If the entire brain area in the MCA basin (middle cerebral artery) is subject to ischemia or infarction, its edema develops, which can lead to increased intracranial pressure. Early magnetic resonance or computed tomography of the brain can predict an unfavorable outcome if a large blood clot is detected in the Sylvian cistern or in the lumen of the Sylvian fissure and a second significant clot in the basal frontal fissure, located between the cerebral hemispheres. The simultaneous presence of clotted blood in these areas is combined with severe symptomatic spasm of the MCA and ACA. In such a situation, superficial collaterals in the cerebral cortex from the ACA are not able to compensate for ischemia in the MCA territory.

If spasm of the cerebral arteries occurs against the background of subarachnoid hemorrhage, drug prevention and treatment are ineffective.

Because patients with cerebral vasospasm have increased blood volume and swelling of the brain parenchyma, even the small increase in intracranial volume that occurs with vasodilator exposure can aggravate neurological disorders. If a patient has severe symptomatic cerebral vasospasm, neurologists do not prescribe vasodilators.

All efforts of doctors are aimed at increasing cerebral perfusion pressure by increasing mean arterial pressure. This is achieved by increasing plasma volume and prescribing vasopressor drugs (phenylephrine, dopamine). Since treatment aimed at increasing perfusion pressure leads to an improvement in the picture of the neurological status in some patients, but high blood pressure is associated with the risk of recurrent hemorrhage, when using this method of treatment, neurologists at the Yusupov Hospital determine cerebral perfusion pressure and cardiac output, and conduct a direct study of the central venous pressure. In severe cases, the patient's intracranial pressure and pulmonary artery wedge pressure are measured.

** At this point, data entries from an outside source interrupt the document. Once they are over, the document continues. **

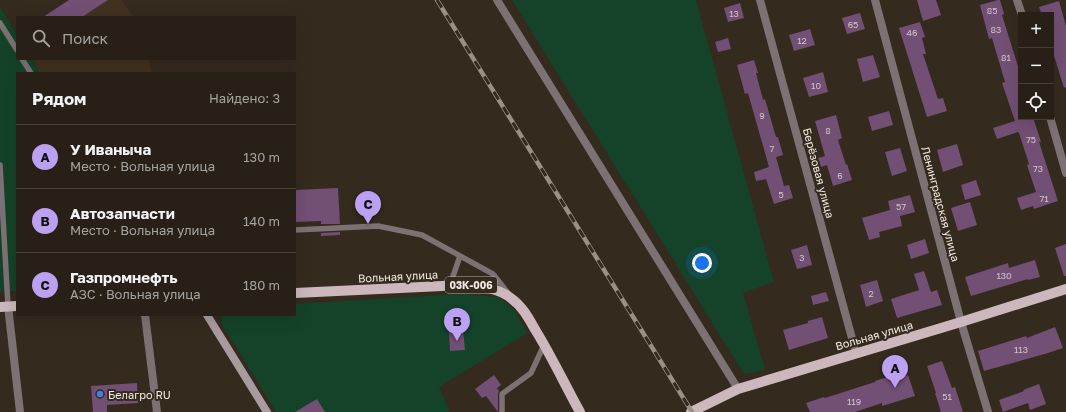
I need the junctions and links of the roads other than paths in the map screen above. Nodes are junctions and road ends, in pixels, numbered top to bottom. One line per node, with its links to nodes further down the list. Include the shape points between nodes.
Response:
1 (497, 0): 25 (street)
2 (760, 0): 24 (street, Берёзовая улица)
3 (875, 0): 22 (street, Ленинградская улица)
4 (1017, 0): 5 (street)
5 (1021, 12)
6 (0, 23): 7 (lane)
7 (16, 48)
8 (23, 60): 9 (lane)
9 (30, 72)
10 (1051, 120): 12 (street)
11 (0, 165): 19 (lane)
12 (1066, 173)
13 (296, 230): 14 (lane, via 378,226 422,235)
14 (460, 256): 15 (lane); 18 (lane, via 493,274)
15 (450, 285): 17 (main road, Вольная улица / 03К-006); 18 (main road, Вольная улица / 03К-006, via 482,286)
16 (1066, 289): 22 (main road, Вольная улица)
17 (296, 293)
18 (512, 298): 23 (main road, Вольная улица / 03К-006, via 523,310)
19 (8, 306): 26 (street)
20 (145, 316): 27 (street)
21 (208, 316): 28 (street)
22 (961, 322): 24 (main road, Вольная улица); 32 (street, Ленинградская улица)
23 (544, 345): 29 (lane, via 531,373 502,394); 30 (main road, Вольная улица / 03К-006)
24 (856, 353): 25 (main road, Вольная улица)
25 (738, 388): 31 (main road, Вольная улица)
26 (20, 412)
27 (157, 412)
28 (267, 412)
29 (502, 412)
30 (580, 412)
31 (691, 412)
32 (988, 412)

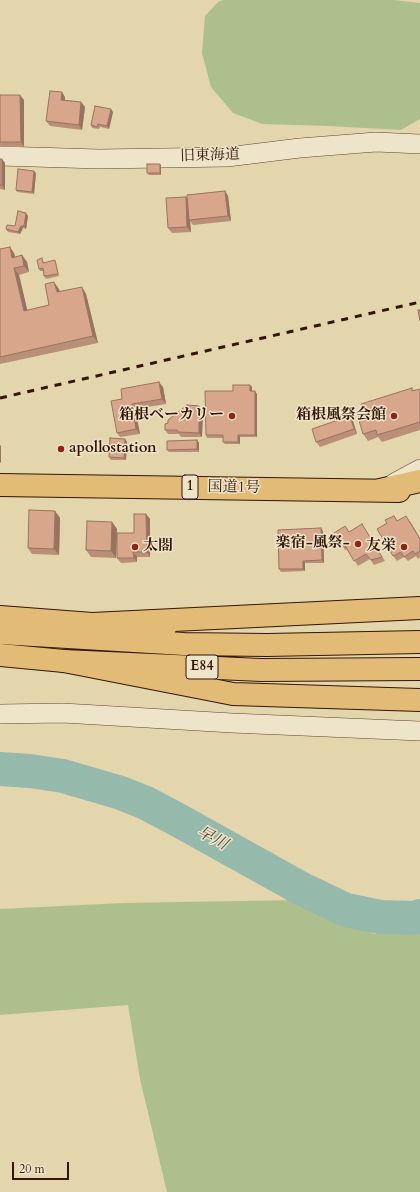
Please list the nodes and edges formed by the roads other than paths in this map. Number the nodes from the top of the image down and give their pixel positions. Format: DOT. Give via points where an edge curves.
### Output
graph roads {
  1 [pos="420,144"];
  2 [pos="0,156"];
  3 [pos="420,468"];
  4 [pos="420,480"];
  5 [pos="0,485"];
  6 [pos="380,490"];
  7 [pos="420,492"];
  8 [pos="420,608"];
  9 [pos="0,617"];
  10 [pos="93,631"];
  11 [pos="0,634"];
  12 [pos="420,642"];
  13 [pos="0,655"];
  14 [pos="64,661"];
  15 [pos="420,669"];
  16 [pos="420,700"];
  17 [pos="0,714"];
  18 [pos="420,731"];
  1 -- 2 [label="street, 旧東海道" via="376,142 300,148 227,158 99,159"];
  3 -- 6 [label="street"];
  4 -- 6 [label="highway"];
  5 -- 6 [label="highway, 国道1号 / 1"];
  6 -- 7 [label="highway, 国道1号 / 1"];
  8 -- 10 [label="highway"];
  9 -- 10 [label="highway"];
  10 -- 11 [label="highway"];
  10 -- 12 [label="highway" via="261,634 340,644"];
  13 -- 14 [label="highway"];
  14 -- 15 [label="highway, E84" via="262,670"];
  14 -- 16 [label="highway" via="233,694"];
  17 -- 18 [label="street" via="63,713"];
}
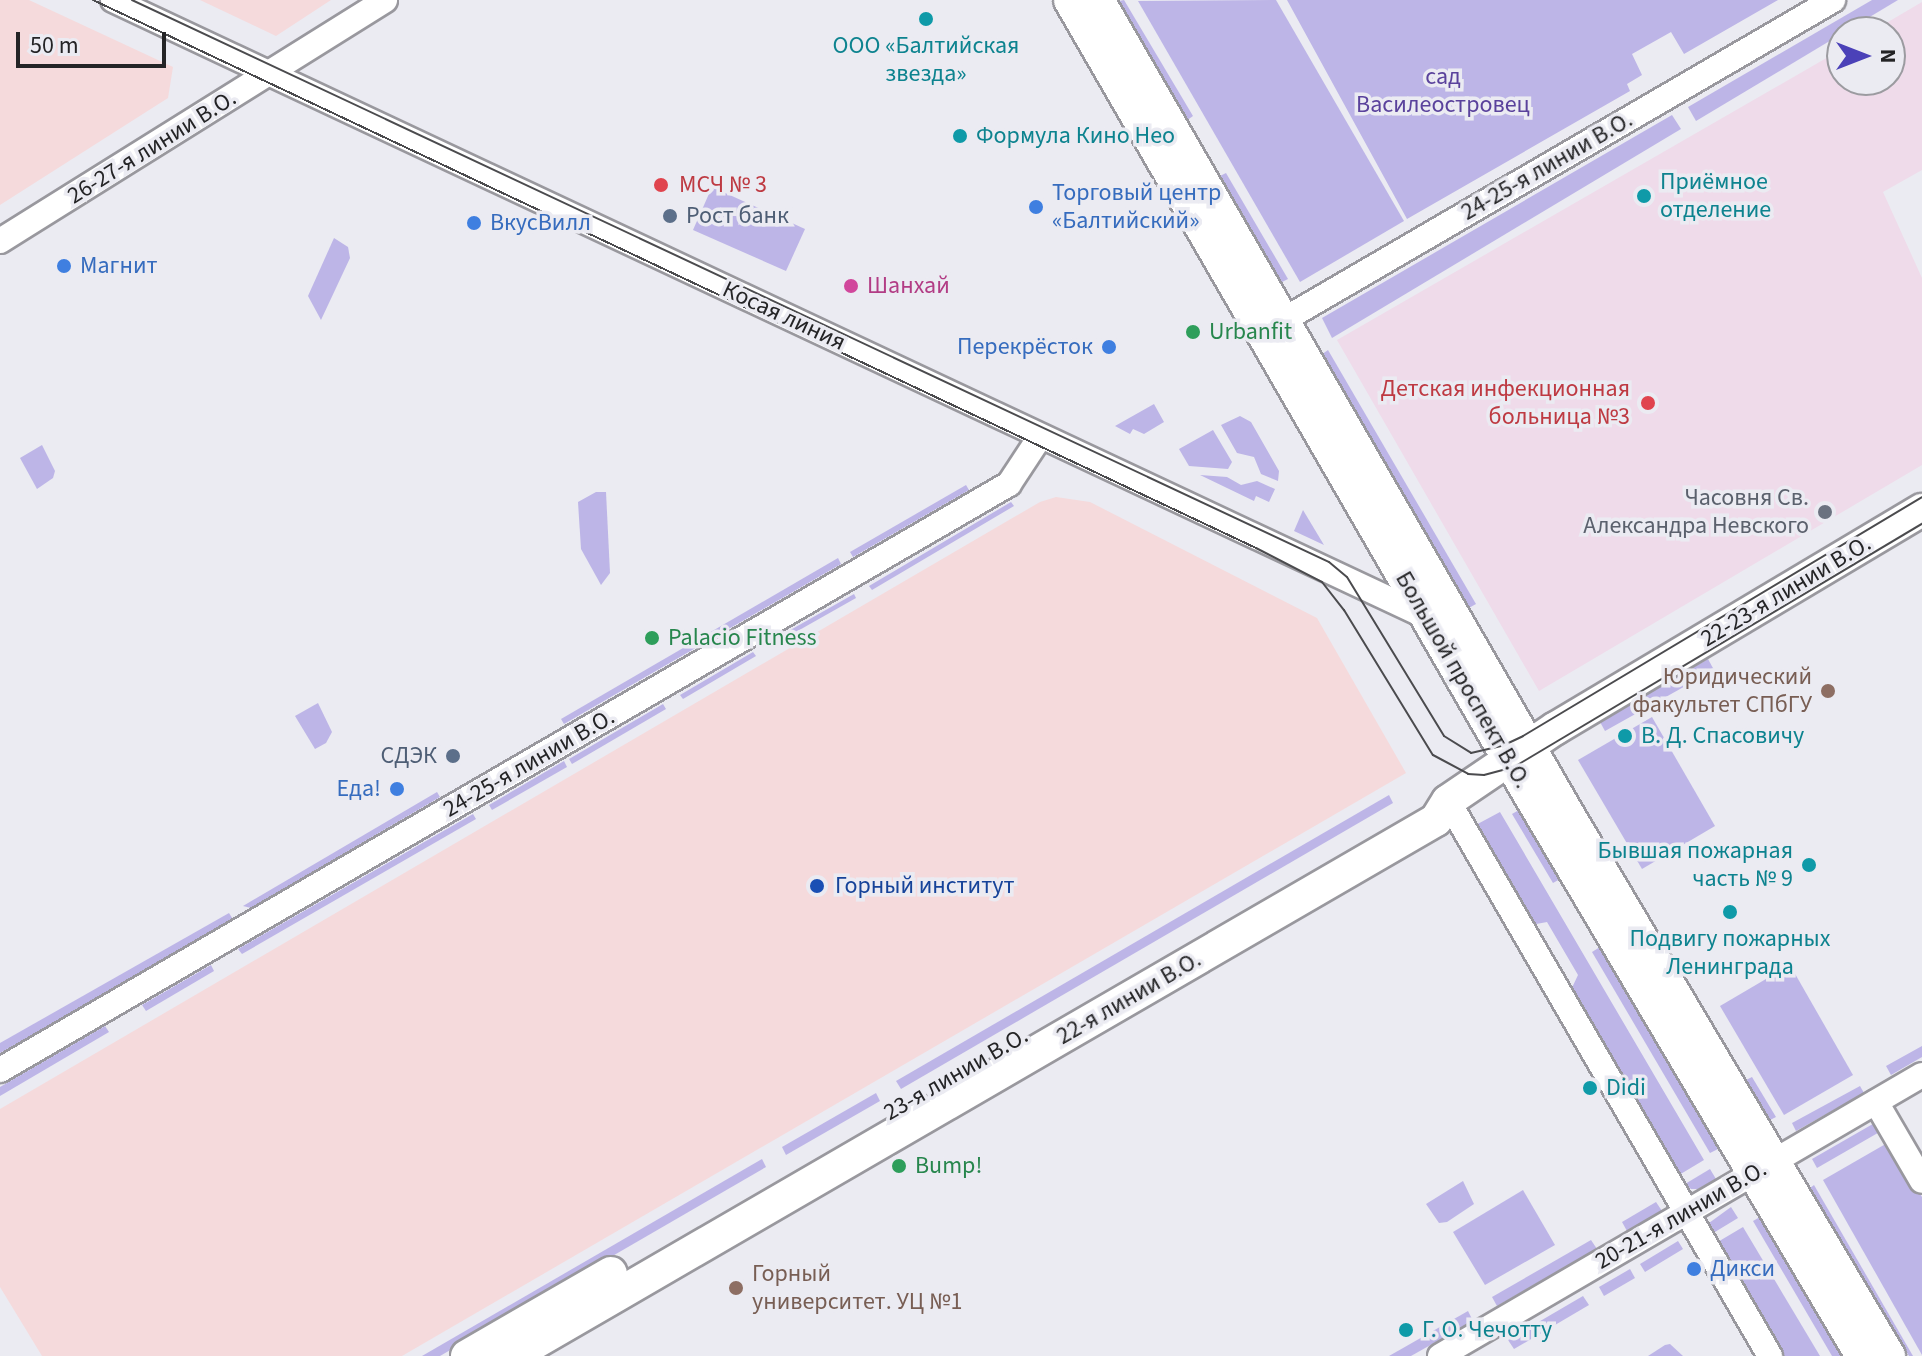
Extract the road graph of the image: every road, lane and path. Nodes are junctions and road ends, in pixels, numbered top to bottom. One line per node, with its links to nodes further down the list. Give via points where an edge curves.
1 (113, 0): 6 (street, Косая линия)
2 (385, 0): 6 (street, 26-27-я линии В.О.)
3 (1070, 0): 8 (main road, Большой проспект В.О.)
4 (1098, 0): 8 (main road, Большой проспект В.О.)
5 (1833, 0): 8 (street, 24-25-я линии В.О.)
6 (269, 74): 7 (street, 26-27-я линии В.О.); 9 (street, Косая линия)
7 (0, 241)
8 (1272, 326): 11 (main road, Большой проспект В.О.)
9 (1040, 437): 11 (street, Косая линия); 14 (street, 24-25-я линии В.О., via 1009,484)
10 (1922, 510): 12 (main road, 22-23-я линии В.О.)
11 (1443, 621): 12 (main road, Большой проспект В.О.)
12 (1519, 752): 13 (main road, 22-23-я линии В.О.); 17 (main road, Большой проспект В.О.)
13 (1448, 801): 19 (street); 20 (main road, 23-я линии В.О., via 1422,805); 21 (main road, 22-я линии В.О., via 1436,820)
14 (0, 1070)
15 (1922, 1075): 16 (street, 20-21-я линии В.О.)
16 (1876, 1102): 17 (street, 20-21-я линии В.О.); 18 (street)
17 (1763, 1166): 19 (street, 20-21-я линии В.О.); 24 (main road, Большой проспект В.О.); 25 (main road, Большой проспект В.О.)
18 (1922, 1181)
19 (1686, 1211): 22 (street, 20-21-я линии В.О.); 23 (street)
20 (467, 1356)
21 (512, 1356)
22 (1440, 1356)
23 (1770, 1356)
24 (1862, 1356)
25 (1889, 1356)

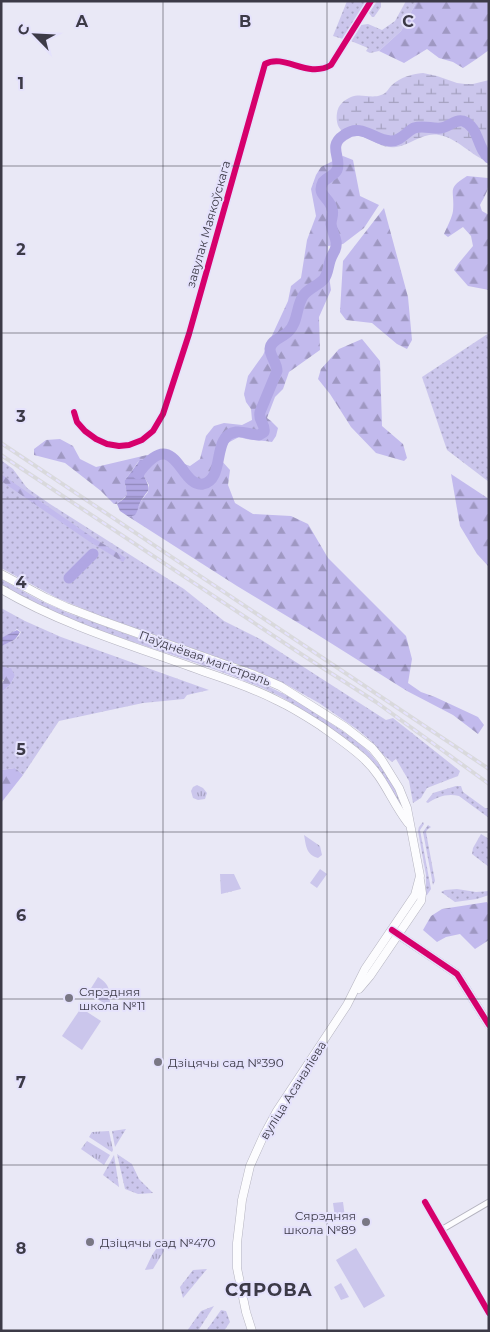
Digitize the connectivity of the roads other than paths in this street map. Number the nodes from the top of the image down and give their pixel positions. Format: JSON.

Administration of the osmotic diuretic mannitol, while maintaining adequate intravascular volume and mean arterial pressure, increases the patient's serum osmolarity. In severe cases, barbiturate coma is used to reduce intracranial pressure.

Hypoplasia of the ACA

The cause of sudden blockage of a cerebral vessel is often an abnormal decrease in its lumen. The reason for this is not cholesterol plaques, but hypoplasia of the cerebral artery - a pathological narrowing of the vessel. The disease is observed in 80% of older people. In addition to their congenital defect, age-related changes in blood vessels are added.

PMA hypoplasia – what is it and how does it manifest? ACA hypoplasia manifests itself in insufficient development of the right cerebral artery. The vessel has an abnormal shape. With this pathology, the structure of the blood vessels supplying intracranial structures may be disrupted. ACA hypoplasia is a congenital pathology that occurs in utero. With hypoplasia of the ACA, the nutrition of the cerebellum, brainstem and occipital lobes is disrupted. As a result of the pathology, the risk of aneurysm formation or stroke increases. Hypoplasia of the ACA is a dangerous condition, to which neurologists at the Yusupov Hospital and neurosurgeons at partner clinics pay special attention.